Every entry that follows must be written out exactly, apart from its pictures.

______________________________

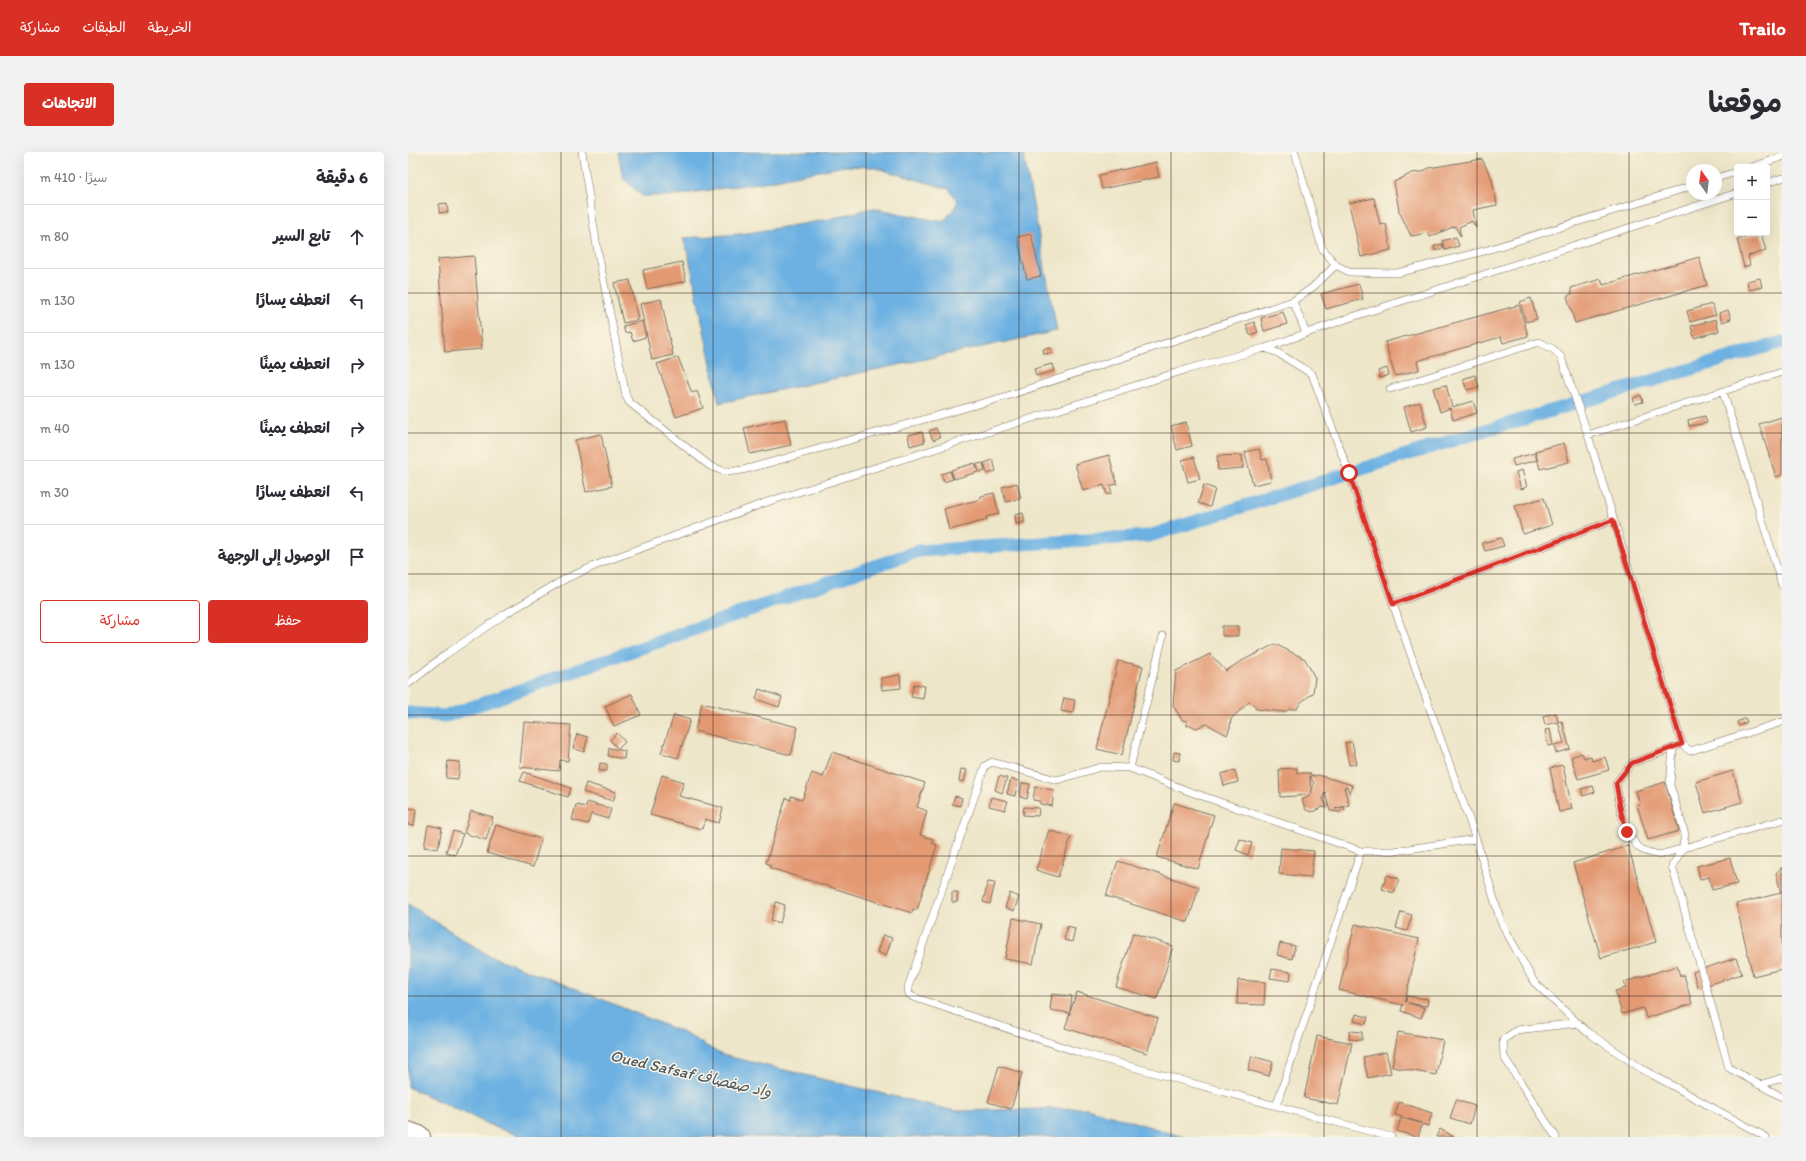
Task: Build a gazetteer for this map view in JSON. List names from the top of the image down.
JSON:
{
  "water": ["Oued Safsaf واد صفصاف"],
  "north": "top",
  "page": {
    "header": "Trailo",
    "nav": ["الخريطة", "الطبقات", "مشاركة"],
    "title": "موقعنا",
    "buttons": [
      "الاتجاهات",
      ["حفظ", "مشاركة"]
    ],
    "heading": ["6 دقيقة", "سيرًا · 410 m"],
    "map_buttons": ["+", "−"],
    "list": [
      ["تابع السير", "80 m"],
      ["انعطف يسارًا", "130 m"],
      ["انعطف يمينًا", "130 m"],
      ["انعطف يمينًا", "40 m"],
      ["انعطف يسارًا", "30 m"],
      "الوصول إلى الوجهة"
    ]
  }
}
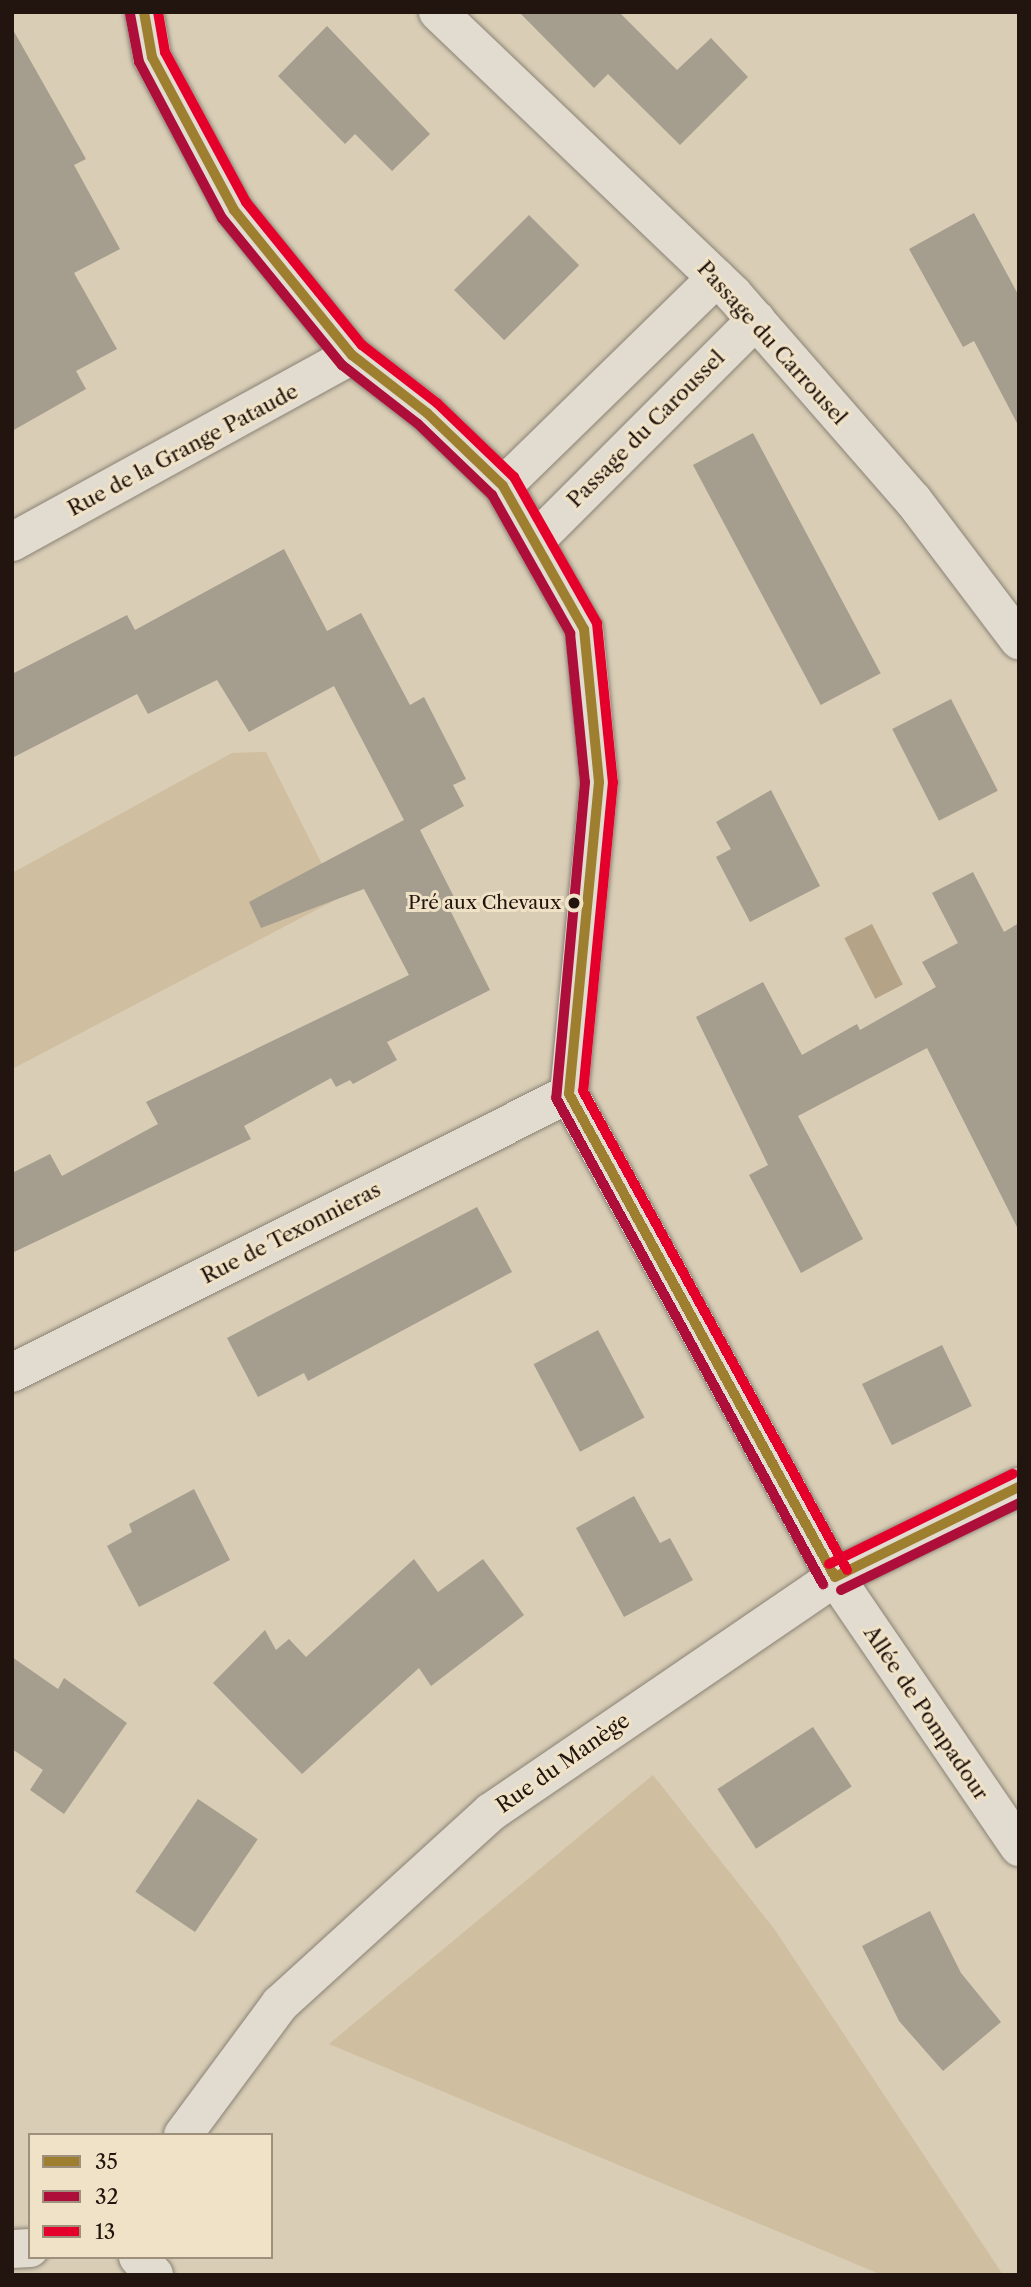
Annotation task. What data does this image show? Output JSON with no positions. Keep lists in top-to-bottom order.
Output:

______________________________

[Written response]
Task: Build a gazetteer for this map view in JSON. List names from the top of the image down.
JSON:
{
  "water": ["Oued Safsaf واد صفصاف"],
  "north": "top",
  "page": {
    "header": "Trailo",
    "nav": ["الخريطة", "الطبقات", "مشاركة"],
    "title": "موقعنا",
    "buttons": [
      "الاتجاهات",
      ["حفظ", "مشاركة"]
    ],
    "heading": ["6 دقيقة", "سيرًا · 410 m"],
    "map_buttons": ["+", "−"],
    "list": [
      ["تابع السير", "80 m"],
      ["انعطف يسارًا", "130 m"],
      ["انعطف يمينًا", "130 m"],
      ["انعطف يمينًا", "40 m"],
      ["انعطف يسارًا", "30 m"],
      "الوصول إلى الوجهة"
    ]
  }
}
Annotation task. What data does this image show? Output JSON with no positions. Keep lists in top-to-bottom order.
Output:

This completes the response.